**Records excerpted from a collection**

"""

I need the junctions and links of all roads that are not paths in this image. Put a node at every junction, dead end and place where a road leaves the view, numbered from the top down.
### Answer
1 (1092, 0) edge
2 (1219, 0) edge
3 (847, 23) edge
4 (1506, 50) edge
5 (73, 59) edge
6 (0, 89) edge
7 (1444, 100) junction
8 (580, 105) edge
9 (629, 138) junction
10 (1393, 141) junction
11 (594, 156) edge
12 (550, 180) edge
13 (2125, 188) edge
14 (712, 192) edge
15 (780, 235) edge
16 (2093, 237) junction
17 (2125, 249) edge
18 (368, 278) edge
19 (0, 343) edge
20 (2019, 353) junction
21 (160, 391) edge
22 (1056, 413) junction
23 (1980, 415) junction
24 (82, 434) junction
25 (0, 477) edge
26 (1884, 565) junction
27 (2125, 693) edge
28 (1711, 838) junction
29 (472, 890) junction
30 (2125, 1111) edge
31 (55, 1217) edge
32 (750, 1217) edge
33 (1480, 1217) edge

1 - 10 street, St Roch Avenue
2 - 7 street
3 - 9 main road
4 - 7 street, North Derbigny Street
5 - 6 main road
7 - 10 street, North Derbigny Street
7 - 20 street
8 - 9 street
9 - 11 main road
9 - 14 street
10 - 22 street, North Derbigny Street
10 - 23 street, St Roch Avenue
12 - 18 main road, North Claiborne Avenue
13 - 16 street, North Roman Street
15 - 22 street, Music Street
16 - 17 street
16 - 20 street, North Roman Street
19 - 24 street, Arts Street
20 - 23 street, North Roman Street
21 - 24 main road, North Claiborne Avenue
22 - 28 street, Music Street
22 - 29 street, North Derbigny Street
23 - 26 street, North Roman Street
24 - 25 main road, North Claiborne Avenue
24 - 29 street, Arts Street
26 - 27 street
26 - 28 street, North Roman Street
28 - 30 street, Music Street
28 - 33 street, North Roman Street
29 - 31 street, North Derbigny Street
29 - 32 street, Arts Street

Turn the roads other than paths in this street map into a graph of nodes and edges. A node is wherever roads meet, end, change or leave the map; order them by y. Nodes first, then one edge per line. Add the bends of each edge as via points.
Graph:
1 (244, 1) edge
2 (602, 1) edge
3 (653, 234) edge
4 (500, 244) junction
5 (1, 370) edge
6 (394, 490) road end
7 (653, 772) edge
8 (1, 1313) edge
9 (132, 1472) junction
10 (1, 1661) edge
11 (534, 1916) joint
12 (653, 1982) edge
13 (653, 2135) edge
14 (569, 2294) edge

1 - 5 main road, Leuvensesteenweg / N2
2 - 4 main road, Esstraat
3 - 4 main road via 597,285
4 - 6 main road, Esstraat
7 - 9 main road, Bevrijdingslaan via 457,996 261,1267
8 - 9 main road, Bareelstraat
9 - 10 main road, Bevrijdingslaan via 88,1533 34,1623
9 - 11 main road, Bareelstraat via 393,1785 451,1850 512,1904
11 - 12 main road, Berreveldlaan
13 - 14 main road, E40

"""

**REQUIREMENT**
Transcribe every line of the data, exactly as it stands.

**SOLUTION BELOW**
I need the junctions and links of all roads that are not paths in this image. Put a node at every junction, dead end and place where a road leaves the view, numbered from the top down.
### Answer
1 (1092, 0) edge
2 (1219, 0) edge
3 (847, 23) edge
4 (1506, 50) edge
5 (73, 59) edge
6 (0, 89) edge
7 (1444, 100) junction
8 (580, 105) edge
9 (629, 138) junction
10 (1393, 141) junction
11 (594, 156) edge
12 (550, 180) edge
13 (2125, 188) edge
14 (712, 192) edge
15 (780, 235) edge
16 (2093, 237) junction
17 (2125, 249) edge
18 (368, 278) edge
19 (0, 343) edge
20 (2019, 353) junction
21 (160, 391) edge
22 (1056, 413) junction
23 (1980, 415) junction
24 (82, 434) junction
25 (0, 477) edge
26 (1884, 565) junction
27 (2125, 693) edge
28 (1711, 838) junction
29 (472, 890) junction
30 (2125, 1111) edge
31 (55, 1217) edge
32 (750, 1217) edge
33 (1480, 1217) edge

1 - 10 street, St Roch Avenue
2 - 7 street
3 - 9 main road
4 - 7 street, North Derbigny Street
5 - 6 main road
7 - 10 street, North Derbigny Street
7 - 20 street
8 - 9 street
9 - 11 main road
9 - 14 street
10 - 22 street, North Derbigny Street
10 - 23 street, St Roch Avenue
12 - 18 main road, North Claiborne Avenue
13 - 16 street, North Roman Street
15 - 22 street, Music Street
16 - 17 street
16 - 20 street, North Roman Street
19 - 24 street, Arts Street
20 - 23 street, North Roman Street
21 - 24 main road, North Claiborne Avenue
22 - 28 street, Music Street
22 - 29 street, North Derbigny Street
23 - 26 street, North Roman Street
24 - 25 main road, North Claiborne Avenue
24 - 29 street, Arts Street
26 - 27 street
26 - 28 street, North Roman Street
28 - 30 street, Music Street
28 - 33 street, North Roman Street
29 - 31 street, North Derbigny Street
29 - 32 street, Arts Street

Turn the roads other than paths in this street map into a graph of nodes and edges. A node is wherever roads meet, end, change or leave the map; order them by y. Nodes first, then one edge per line. Add the bends of each edge as via points.
Graph:
1 (244, 1) edge
2 (602, 1) edge
3 (653, 234) edge
4 (500, 244) junction
5 (1, 370) edge
6 (394, 490) road end
7 (653, 772) edge
8 (1, 1313) edge
9 (132, 1472) junction
10 (1, 1661) edge
11 (534, 1916) joint
12 (653, 1982) edge
13 (653, 2135) edge
14 (569, 2294) edge

1 - 5 main road, Leuvensesteenweg / N2
2 - 4 main road, Esstraat
3 - 4 main road via 597,285
4 - 6 main road, Esstraat
7 - 9 main road, Bevrijdingslaan via 457,996 261,1267
8 - 9 main road, Bareelstraat
9 - 10 main road, Bevrijdingslaan via 88,1533 34,1623
9 - 11 main road, Bareelstraat via 393,1785 451,1850 512,1904
11 - 12 main road, Berreveldlaan
13 - 14 main road, E40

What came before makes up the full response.